WORK ITEM:
Going line by line through the entries below, count those that contain "this". Give the number by itself.

Saved entries:
'''

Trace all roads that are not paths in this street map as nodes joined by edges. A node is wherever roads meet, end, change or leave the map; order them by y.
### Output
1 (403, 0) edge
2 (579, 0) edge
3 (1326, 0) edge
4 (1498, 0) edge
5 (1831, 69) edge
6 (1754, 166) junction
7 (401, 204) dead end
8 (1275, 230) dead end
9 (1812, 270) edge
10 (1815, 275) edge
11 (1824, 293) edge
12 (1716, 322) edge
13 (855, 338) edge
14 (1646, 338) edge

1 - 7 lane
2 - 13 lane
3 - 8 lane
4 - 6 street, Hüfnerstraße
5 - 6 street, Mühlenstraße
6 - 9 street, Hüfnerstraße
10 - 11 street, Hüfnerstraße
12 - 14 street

'''
'''

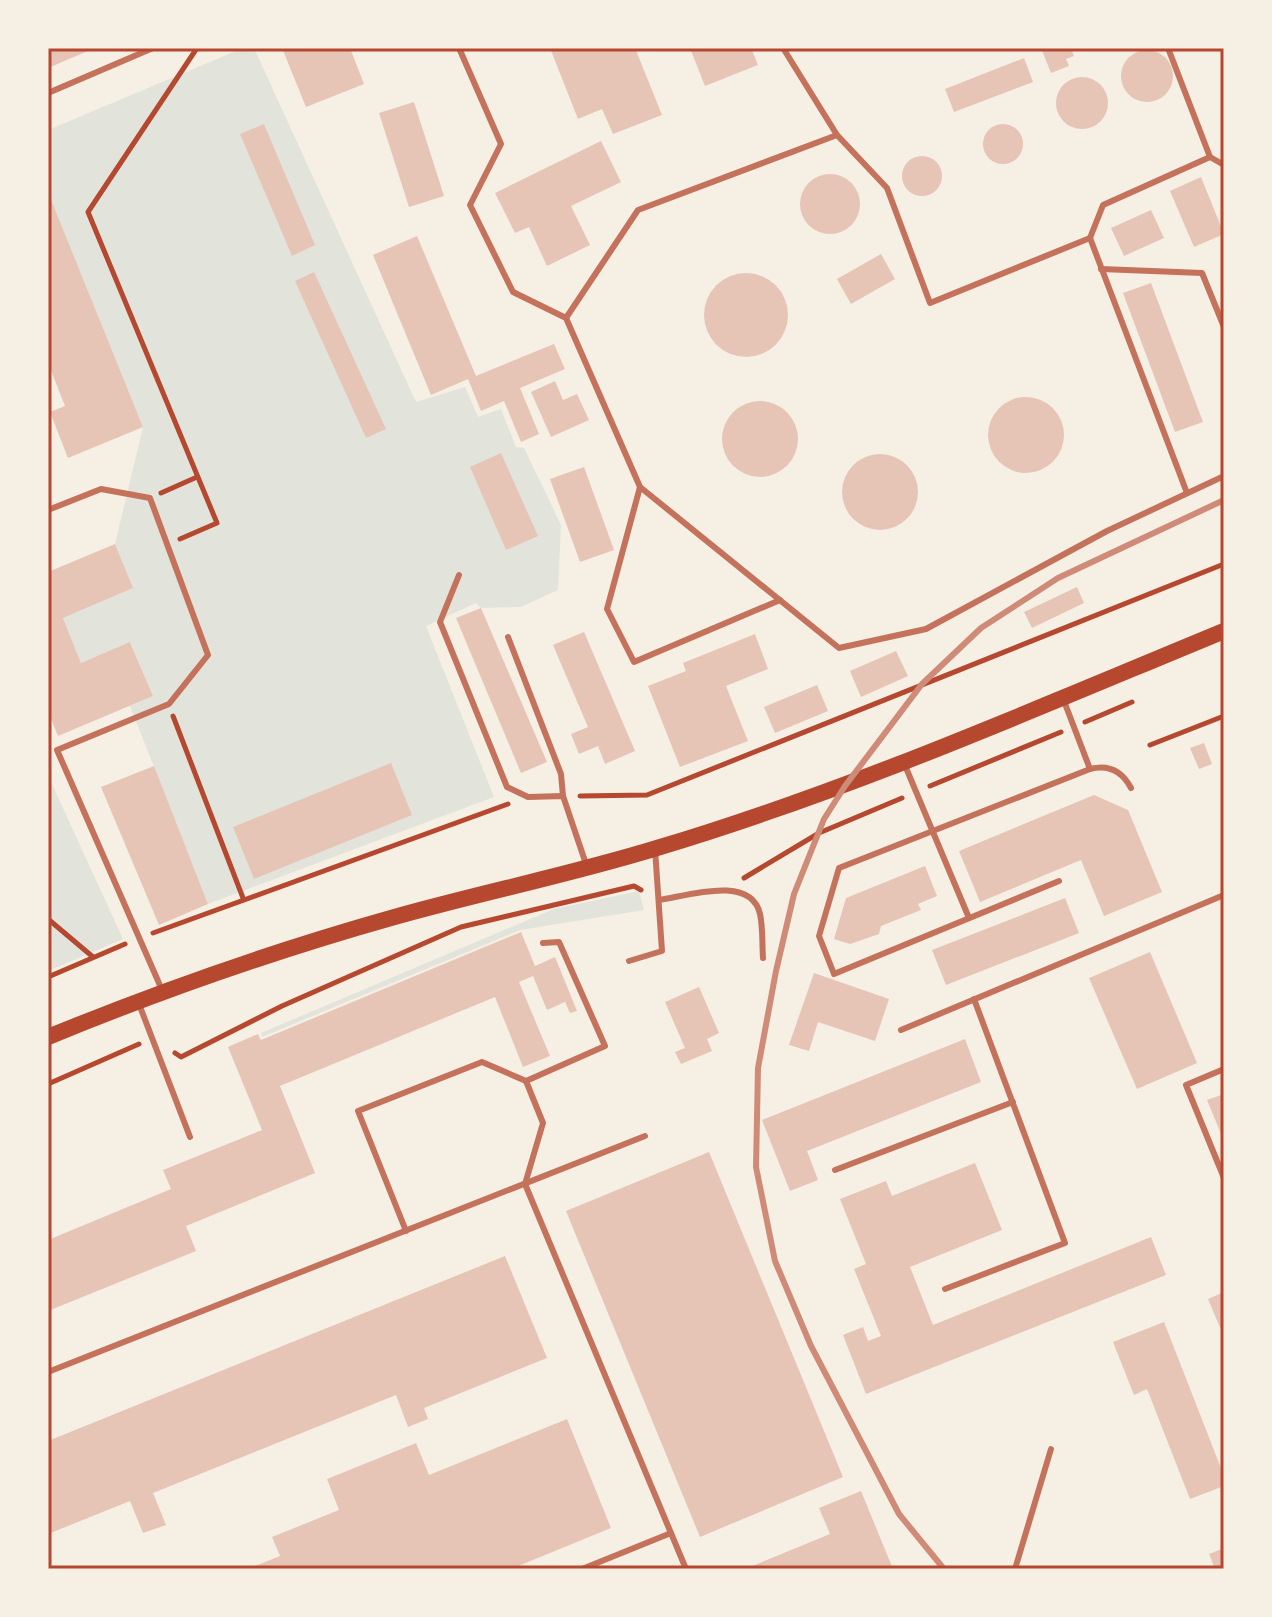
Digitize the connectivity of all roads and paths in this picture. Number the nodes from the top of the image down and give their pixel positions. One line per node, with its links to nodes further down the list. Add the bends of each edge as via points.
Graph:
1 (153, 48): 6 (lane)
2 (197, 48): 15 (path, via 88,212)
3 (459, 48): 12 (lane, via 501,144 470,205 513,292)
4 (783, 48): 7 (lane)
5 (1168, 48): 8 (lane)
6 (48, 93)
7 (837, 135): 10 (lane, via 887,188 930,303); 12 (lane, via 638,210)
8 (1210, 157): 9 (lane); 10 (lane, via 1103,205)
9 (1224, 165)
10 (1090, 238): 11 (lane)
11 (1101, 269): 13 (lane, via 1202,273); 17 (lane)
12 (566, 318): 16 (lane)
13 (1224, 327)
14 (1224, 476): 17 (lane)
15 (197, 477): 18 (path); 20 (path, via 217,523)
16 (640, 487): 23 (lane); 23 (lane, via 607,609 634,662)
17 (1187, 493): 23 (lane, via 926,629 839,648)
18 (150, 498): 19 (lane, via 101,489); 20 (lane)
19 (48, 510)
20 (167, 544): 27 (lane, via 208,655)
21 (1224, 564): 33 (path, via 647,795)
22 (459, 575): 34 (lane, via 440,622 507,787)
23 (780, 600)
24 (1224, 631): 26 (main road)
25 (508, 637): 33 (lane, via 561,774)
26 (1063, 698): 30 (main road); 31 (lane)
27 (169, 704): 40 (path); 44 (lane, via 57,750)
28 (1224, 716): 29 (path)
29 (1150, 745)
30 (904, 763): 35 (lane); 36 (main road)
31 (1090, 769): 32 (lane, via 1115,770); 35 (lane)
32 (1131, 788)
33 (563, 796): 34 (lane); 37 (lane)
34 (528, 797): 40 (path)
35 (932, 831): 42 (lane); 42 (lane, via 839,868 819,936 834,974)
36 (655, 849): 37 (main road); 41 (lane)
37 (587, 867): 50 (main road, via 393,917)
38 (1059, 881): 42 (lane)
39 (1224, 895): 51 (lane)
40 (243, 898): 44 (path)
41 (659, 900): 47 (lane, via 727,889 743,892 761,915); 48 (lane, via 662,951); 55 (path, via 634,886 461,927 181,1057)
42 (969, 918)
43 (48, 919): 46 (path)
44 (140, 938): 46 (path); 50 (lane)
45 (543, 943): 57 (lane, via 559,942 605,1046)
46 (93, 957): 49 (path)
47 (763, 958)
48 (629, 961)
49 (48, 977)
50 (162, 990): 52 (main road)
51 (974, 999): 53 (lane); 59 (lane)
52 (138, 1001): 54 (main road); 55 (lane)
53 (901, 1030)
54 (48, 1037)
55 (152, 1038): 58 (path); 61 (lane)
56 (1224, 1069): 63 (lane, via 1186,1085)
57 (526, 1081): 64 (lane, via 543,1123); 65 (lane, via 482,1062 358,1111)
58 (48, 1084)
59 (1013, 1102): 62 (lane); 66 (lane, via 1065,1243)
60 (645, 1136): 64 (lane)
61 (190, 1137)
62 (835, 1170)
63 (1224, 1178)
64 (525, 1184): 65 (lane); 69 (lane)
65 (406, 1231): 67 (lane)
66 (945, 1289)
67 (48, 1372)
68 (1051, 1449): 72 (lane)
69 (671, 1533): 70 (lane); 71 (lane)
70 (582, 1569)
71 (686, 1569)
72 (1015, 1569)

'''

OUTPUT BELOW:
2